Content starts

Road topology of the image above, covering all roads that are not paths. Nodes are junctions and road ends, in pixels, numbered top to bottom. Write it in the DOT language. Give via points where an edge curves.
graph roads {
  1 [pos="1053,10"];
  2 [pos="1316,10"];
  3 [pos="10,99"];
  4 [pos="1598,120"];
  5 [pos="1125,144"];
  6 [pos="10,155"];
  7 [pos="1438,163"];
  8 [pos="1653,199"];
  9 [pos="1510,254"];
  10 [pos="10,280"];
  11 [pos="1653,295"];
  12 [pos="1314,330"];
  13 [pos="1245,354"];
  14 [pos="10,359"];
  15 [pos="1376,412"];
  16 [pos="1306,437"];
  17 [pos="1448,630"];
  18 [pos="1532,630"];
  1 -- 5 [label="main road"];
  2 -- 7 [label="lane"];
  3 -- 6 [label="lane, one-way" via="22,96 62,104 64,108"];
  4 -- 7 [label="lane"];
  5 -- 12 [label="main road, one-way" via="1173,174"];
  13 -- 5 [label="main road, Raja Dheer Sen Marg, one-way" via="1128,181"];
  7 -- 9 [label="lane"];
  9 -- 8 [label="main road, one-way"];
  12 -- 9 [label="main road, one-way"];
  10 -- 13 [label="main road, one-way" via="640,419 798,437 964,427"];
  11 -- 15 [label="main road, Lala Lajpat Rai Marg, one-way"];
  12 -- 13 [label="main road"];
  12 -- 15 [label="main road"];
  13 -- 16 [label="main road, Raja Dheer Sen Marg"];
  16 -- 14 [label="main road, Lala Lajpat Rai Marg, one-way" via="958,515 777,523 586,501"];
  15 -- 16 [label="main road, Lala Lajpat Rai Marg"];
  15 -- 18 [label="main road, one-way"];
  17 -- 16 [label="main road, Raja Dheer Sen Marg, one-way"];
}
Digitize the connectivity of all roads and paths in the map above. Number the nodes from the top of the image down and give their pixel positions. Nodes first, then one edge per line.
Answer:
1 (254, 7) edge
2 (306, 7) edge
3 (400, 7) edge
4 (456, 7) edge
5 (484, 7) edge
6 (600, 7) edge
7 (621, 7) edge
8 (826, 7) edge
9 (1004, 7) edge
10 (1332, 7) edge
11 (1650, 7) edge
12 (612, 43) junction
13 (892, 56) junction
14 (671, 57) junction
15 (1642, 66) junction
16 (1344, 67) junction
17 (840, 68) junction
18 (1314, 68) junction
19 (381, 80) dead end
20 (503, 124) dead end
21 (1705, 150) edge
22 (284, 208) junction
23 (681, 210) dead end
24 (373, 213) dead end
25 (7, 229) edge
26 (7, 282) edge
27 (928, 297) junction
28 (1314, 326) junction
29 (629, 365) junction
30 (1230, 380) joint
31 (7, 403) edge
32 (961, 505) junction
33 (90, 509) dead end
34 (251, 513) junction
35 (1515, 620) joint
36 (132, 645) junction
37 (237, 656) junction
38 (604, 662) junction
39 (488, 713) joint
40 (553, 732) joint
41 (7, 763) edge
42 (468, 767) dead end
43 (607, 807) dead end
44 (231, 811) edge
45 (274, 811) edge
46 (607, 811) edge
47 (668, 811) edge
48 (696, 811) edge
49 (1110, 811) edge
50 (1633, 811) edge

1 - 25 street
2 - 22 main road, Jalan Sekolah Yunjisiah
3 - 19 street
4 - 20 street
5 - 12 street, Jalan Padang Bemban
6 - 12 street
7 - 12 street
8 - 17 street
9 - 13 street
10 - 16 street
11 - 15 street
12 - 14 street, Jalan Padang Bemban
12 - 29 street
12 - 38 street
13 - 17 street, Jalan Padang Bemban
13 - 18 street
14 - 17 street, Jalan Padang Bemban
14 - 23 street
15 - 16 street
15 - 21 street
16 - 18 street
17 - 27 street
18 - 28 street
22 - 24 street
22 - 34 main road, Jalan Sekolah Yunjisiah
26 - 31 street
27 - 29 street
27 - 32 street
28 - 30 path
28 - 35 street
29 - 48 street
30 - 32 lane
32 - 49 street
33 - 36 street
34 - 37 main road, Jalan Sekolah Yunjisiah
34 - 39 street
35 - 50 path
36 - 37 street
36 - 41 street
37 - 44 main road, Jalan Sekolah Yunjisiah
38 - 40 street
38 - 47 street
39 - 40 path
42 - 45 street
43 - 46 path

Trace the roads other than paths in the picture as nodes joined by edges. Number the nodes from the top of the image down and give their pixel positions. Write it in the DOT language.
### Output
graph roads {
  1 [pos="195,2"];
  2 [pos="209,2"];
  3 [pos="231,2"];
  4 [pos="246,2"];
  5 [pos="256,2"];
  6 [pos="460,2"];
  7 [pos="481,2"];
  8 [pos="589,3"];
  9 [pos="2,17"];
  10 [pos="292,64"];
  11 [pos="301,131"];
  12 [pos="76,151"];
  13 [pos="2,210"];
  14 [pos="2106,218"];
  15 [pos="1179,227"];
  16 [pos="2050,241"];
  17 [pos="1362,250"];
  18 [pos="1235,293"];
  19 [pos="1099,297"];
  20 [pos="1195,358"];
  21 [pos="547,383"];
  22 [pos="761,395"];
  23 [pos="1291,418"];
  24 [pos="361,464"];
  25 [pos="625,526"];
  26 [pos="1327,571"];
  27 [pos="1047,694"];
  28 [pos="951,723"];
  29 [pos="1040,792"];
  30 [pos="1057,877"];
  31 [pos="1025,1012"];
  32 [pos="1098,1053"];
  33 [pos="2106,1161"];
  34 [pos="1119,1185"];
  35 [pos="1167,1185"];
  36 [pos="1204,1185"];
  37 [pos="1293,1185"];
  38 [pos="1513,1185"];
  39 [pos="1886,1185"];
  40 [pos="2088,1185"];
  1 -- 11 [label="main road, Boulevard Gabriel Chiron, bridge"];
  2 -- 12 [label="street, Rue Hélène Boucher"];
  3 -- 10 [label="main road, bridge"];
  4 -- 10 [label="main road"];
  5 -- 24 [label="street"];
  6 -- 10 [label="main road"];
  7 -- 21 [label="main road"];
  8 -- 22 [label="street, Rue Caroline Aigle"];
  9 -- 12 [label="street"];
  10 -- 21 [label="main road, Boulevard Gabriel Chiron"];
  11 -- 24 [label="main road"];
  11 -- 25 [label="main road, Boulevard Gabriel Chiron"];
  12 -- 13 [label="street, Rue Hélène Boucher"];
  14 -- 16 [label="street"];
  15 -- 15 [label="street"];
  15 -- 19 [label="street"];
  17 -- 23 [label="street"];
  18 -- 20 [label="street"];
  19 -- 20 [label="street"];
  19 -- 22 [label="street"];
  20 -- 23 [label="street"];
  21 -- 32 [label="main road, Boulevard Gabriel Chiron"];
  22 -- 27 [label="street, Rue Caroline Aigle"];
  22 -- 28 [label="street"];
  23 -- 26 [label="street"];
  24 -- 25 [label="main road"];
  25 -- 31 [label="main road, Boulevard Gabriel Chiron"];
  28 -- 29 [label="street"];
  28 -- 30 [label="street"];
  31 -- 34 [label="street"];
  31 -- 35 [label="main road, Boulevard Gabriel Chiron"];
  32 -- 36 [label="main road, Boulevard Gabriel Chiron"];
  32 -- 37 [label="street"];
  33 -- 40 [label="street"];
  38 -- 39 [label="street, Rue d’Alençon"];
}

Content ends

[Task item]
All lines of the entries above where "Aigle" turns up should be reported.

[Solution to this task]
  8 -- 22 [label="street, Rue Caroline Aigle"];
  22 -- 27 [label="street, Rue Caroline Aigle"];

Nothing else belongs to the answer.